En una jugada que está dando mucho de qué hablar, las escuelas de Estados Unidos están a punto de abrir sus puertas a un nuevo compañero de clase: un robot humanoide que promete revolucionar la forma en que aprendemos. Bajo el programa piloto del Distrito Escolar Central de Salamanca, Nueva York, este robot, conocido como Optio, se presenta como un asistente educativo impulsado por inteligencia artificial. Su misión no es otra que mejorar la participación y el aprendizaje entre los estudiantes.
El futuro en nuestras aulas
Imagina tener a alguien disponible 24/7 para ayudarte con tus tareas o reforzar esos conceptos difíciles. Eso es exactamente lo que busca Optio, al ofrecer apoyo educativo y tutoría individual fuera del horario escolar. Pero eso no es todo; el robot Realbotix Serie M también estará presente en las aulas para crear experiencias de aprendizaje más dinámicas y atractivas, utilizando conversaciones naturales y expresiones faciales que fomentan una verdadera interacción entre los alumnos.
Andrew Kiguel, CEO de Realbotix, ha señalado que esta iniciativa representa un gran paso tanto para la inteligencia artificial como para la robótica humanoide. Se trata de demostrar que estas tecnologías pueden integrarse en entornos educativos reales y convertirse en herramientas clave dentro del campo STEM (Ciencia, Tecnología, Ingeniería y Matemáticas).
Aunque algunos podrían pensar que este avance pone en riesgo el papel de los profesores, desde Realbotix aseguran que su objetivo no es sustituirlos. Más bien buscan ser un recurso adicional que potencie el aprendizaje y facilite la planificación docente. Además, han implementado estrictas medidas de seguridad para asegurar un entorno protegido donde los estudiantes puedan aprender sin riesgos innecesarios.

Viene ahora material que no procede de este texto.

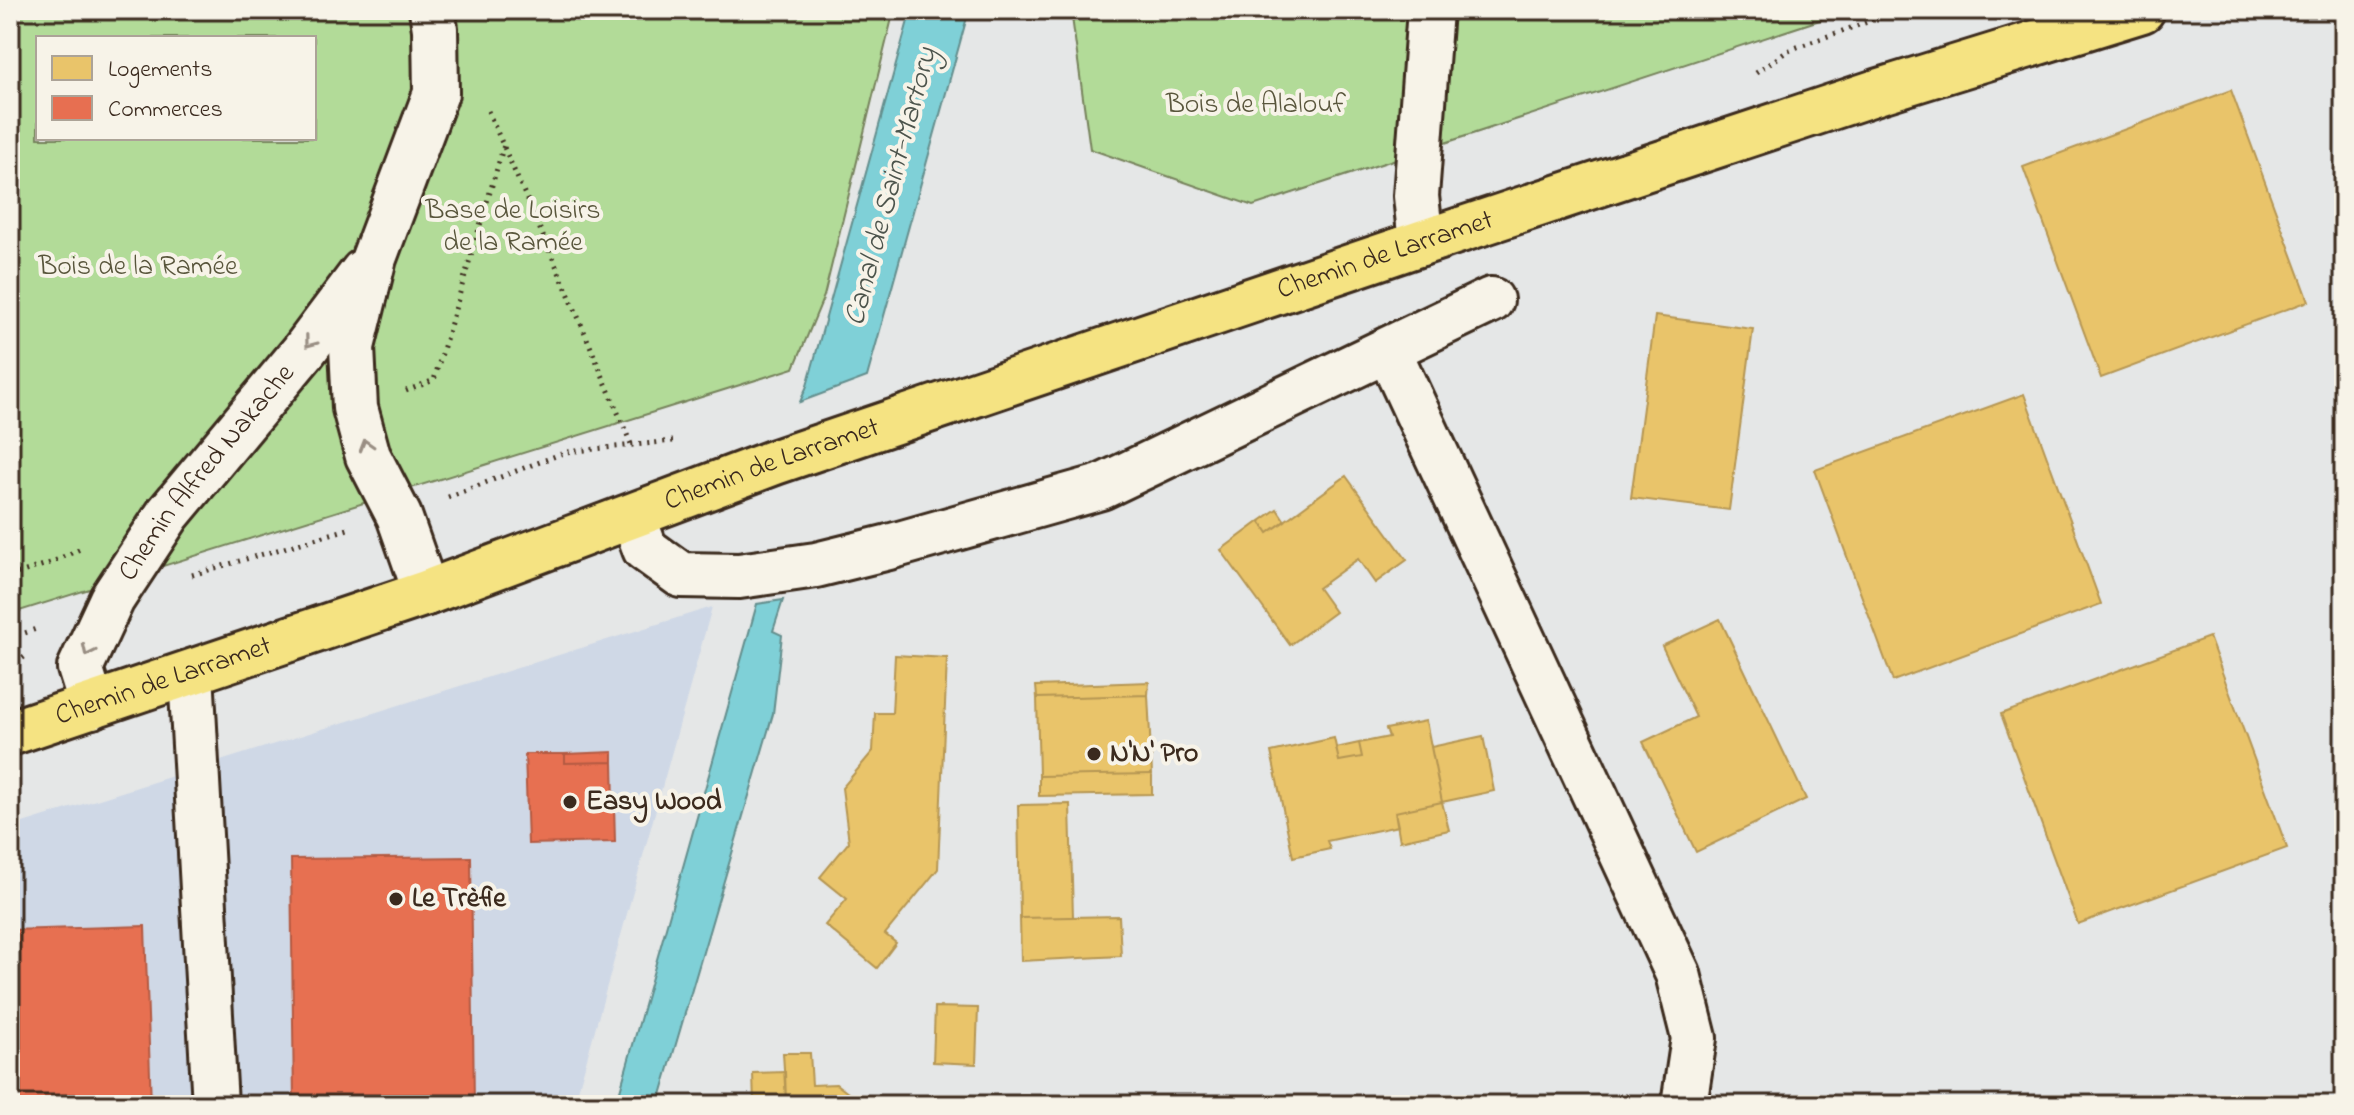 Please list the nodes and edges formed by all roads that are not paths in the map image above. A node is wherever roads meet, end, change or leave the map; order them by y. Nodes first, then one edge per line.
1 (432, 10) edge
2 (1430, 10) edge
3 (2142, 10) edge
4 (1421, 243) junction
5 (374, 258) junction
6 (1491, 300) dead end
7 (1388, 350) junction
8 (633, 516) junction
9 (426, 593) junction
10 (191, 673) junction
11 (92, 706) junction
12 (10, 733) edge
13 (215, 1105) edge
14 (1684, 1105) edge

1 - 5 street, Chemin Alfred Nakache
2 - 4 street
3 - 4 main road, Chemin de Larramet
4 - 8 main road, Chemin de Larramet
9 -> 5 street, Chemin Alfred Nakache
5 -> 11 street, Chemin Alfred Nakache
6 - 7 street, Chemin de Larramet
7 - 8 street, Chemin de Larramet
7 - 14 street
8 - 9 main road, Chemin de Larramet
9 - 10 main road, Chemin de Larramet
10 - 11 main road, Chemin de Larramet
10 - 13 street
11 - 12 main road, Chemin de Larramet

Esta nueva era educativa se enfrenta a desafíos relacionados con el uso responsable de la IA por parte de los estudiantes; por ello, se han establecido protocolos para evitar cualquier tipo de información inapropiada o sesgada. Con todo esto sobre la mesa, parece claro que estamos ante una transformación significativa en cómo entendemos la educación hoy en día.